YOUR GOAL:
With the first line as the start and the line containing "width:54px; height:54px; display:grid;" as the end, write out every line of the records exactly.

RECORDS FOR THE TASK:
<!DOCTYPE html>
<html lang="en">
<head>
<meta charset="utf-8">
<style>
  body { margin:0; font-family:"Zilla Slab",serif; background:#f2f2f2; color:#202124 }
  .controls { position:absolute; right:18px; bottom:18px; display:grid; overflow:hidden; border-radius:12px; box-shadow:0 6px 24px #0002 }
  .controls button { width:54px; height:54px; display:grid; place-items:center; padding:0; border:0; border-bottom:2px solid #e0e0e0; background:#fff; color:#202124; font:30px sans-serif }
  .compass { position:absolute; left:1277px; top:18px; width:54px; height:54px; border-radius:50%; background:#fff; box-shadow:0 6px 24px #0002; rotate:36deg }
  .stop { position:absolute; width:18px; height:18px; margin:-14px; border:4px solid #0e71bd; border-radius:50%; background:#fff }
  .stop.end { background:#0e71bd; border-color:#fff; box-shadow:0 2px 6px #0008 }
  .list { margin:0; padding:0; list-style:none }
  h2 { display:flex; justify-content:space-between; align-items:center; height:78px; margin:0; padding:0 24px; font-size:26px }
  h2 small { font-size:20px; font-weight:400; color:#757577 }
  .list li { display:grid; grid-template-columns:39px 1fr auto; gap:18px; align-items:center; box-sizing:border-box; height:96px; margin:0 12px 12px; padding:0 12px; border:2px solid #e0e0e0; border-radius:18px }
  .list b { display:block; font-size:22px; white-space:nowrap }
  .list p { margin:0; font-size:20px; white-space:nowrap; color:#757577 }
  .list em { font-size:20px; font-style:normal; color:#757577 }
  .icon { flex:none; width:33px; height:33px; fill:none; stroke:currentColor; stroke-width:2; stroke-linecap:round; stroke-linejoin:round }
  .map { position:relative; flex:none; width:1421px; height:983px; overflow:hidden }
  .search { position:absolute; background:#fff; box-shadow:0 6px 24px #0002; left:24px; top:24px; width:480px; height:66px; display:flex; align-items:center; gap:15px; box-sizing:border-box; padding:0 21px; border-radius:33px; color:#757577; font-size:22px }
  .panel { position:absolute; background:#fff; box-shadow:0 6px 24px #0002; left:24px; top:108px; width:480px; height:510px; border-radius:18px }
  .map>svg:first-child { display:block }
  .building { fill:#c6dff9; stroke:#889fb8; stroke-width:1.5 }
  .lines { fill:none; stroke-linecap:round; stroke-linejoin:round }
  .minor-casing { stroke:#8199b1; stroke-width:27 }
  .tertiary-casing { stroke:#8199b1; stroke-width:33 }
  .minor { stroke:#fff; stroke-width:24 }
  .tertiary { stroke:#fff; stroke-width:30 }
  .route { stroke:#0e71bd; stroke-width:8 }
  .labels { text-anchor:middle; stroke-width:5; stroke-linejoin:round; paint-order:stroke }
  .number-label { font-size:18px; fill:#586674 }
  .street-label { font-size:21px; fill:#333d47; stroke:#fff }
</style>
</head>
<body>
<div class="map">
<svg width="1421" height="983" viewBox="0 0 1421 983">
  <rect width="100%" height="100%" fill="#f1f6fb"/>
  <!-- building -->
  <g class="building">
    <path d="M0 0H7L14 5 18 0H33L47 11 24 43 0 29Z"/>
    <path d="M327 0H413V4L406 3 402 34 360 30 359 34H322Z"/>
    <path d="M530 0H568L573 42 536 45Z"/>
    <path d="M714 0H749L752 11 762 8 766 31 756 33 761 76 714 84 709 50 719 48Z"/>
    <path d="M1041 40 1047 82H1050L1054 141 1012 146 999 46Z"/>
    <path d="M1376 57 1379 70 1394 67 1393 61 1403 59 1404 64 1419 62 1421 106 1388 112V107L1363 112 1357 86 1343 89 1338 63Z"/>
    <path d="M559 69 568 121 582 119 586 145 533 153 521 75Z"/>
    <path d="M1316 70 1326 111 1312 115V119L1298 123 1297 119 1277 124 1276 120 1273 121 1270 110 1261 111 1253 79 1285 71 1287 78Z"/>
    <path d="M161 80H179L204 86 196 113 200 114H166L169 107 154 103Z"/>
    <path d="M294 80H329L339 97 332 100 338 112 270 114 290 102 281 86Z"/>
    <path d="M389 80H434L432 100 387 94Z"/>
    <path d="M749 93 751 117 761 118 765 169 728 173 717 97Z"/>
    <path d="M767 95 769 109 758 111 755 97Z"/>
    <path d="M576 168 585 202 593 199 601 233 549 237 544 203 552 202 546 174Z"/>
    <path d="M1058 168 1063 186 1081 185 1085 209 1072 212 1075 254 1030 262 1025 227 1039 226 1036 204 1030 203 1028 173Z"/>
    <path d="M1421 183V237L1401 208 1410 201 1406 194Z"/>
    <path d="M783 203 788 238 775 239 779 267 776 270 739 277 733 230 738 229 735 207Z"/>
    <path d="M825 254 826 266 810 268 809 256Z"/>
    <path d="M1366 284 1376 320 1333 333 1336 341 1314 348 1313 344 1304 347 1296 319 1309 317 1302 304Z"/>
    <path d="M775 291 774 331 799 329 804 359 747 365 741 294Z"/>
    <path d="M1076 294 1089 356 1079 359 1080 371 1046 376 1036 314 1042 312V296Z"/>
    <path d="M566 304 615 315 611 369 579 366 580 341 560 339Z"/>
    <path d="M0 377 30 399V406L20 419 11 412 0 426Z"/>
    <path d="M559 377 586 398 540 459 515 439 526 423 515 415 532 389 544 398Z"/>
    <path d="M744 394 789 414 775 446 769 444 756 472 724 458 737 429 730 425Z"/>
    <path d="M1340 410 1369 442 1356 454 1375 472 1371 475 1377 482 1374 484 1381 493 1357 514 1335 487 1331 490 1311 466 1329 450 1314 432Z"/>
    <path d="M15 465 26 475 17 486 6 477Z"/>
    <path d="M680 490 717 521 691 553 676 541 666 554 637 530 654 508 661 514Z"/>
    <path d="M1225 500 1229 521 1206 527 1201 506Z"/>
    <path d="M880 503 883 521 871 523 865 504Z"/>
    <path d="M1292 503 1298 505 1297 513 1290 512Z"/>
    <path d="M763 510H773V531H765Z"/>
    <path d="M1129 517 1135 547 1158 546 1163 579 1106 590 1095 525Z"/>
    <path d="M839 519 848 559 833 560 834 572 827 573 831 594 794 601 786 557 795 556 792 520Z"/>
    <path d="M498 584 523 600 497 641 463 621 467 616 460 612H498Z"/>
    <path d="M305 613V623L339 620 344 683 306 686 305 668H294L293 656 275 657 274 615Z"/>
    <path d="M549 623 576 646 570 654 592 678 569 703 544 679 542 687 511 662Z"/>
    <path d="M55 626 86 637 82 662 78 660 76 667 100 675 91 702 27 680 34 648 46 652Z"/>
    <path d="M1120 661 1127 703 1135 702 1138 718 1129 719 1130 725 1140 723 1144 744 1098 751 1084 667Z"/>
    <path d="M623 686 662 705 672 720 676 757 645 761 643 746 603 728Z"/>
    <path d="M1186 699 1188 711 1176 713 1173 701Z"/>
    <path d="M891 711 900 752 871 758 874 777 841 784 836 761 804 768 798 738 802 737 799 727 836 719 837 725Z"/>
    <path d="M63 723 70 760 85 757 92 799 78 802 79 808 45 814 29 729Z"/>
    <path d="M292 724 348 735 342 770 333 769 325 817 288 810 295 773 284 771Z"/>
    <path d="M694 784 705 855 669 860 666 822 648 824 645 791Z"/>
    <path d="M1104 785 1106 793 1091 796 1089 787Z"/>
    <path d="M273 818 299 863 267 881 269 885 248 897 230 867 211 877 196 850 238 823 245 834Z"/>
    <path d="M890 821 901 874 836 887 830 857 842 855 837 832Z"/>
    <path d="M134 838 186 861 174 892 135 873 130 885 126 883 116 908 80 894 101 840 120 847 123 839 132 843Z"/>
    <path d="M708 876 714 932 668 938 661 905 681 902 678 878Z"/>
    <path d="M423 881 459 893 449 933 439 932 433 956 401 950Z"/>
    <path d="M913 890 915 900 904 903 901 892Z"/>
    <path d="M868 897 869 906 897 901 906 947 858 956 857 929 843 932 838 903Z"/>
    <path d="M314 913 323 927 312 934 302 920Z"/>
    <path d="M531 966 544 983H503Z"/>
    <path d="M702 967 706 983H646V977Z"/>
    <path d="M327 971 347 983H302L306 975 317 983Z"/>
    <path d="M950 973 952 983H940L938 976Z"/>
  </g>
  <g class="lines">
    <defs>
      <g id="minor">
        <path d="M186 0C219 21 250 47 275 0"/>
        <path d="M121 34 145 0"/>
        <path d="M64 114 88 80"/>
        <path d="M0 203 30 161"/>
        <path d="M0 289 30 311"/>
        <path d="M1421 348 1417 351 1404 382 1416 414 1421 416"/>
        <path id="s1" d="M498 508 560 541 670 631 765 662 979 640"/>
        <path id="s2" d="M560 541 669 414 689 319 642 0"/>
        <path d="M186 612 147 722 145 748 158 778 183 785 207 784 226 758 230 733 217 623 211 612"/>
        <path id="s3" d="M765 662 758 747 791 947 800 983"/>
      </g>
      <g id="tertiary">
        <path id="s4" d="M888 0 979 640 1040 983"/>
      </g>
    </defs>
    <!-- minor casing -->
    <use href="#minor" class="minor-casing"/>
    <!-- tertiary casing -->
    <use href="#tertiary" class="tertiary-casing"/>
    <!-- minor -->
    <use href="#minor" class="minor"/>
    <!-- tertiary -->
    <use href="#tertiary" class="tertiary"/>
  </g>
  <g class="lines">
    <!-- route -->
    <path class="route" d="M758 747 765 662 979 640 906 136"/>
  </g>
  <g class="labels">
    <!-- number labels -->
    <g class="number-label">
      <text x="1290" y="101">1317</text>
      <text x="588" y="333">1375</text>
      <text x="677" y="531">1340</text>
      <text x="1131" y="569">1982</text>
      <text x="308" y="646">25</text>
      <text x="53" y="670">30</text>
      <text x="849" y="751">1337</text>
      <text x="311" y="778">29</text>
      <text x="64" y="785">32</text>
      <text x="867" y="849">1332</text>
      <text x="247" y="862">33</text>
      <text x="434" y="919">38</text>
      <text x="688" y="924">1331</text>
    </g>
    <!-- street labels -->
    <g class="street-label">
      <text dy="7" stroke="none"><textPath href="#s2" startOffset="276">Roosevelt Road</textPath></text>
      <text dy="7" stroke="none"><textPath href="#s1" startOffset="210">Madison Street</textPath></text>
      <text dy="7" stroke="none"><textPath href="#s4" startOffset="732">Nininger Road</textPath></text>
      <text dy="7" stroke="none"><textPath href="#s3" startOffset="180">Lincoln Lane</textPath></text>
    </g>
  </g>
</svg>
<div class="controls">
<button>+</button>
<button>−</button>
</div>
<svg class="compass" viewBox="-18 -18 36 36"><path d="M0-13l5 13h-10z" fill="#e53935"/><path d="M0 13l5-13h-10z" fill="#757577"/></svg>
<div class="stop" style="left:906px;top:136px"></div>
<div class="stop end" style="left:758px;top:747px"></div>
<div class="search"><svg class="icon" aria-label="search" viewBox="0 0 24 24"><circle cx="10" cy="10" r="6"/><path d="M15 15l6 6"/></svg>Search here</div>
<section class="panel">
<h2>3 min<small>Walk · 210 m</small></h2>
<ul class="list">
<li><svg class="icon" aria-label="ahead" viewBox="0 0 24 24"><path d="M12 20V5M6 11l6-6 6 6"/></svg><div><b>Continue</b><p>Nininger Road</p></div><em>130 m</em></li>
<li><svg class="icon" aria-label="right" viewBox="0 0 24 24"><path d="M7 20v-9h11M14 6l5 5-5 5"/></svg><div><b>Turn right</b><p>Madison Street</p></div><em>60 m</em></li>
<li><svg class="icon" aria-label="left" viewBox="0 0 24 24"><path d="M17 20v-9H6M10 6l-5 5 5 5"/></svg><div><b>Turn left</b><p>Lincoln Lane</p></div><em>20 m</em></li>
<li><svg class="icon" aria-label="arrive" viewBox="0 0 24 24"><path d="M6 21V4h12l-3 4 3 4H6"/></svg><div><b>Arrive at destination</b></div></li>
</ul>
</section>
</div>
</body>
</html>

TASK SOLUTION:
<!DOCTYPE html>
<html lang="en">
<head>
<meta charset="utf-8">
<style>
  body { margin:0; font-family:"Zilla Slab",serif; background:#f2f2f2; color:#202124 }
  .controls { position:absolute; right:18px; bottom:18px; display:grid; overflow:hidden; border-radius:12px; box-shadow:0 6px 24px #0002 }
  .controls button { width:54px; height:54px; display:grid; place-items:center; padding:0; border:0; border-bottom:2px solid #e0e0e0; background:#fff; color:#202124; font:30px sans-serif }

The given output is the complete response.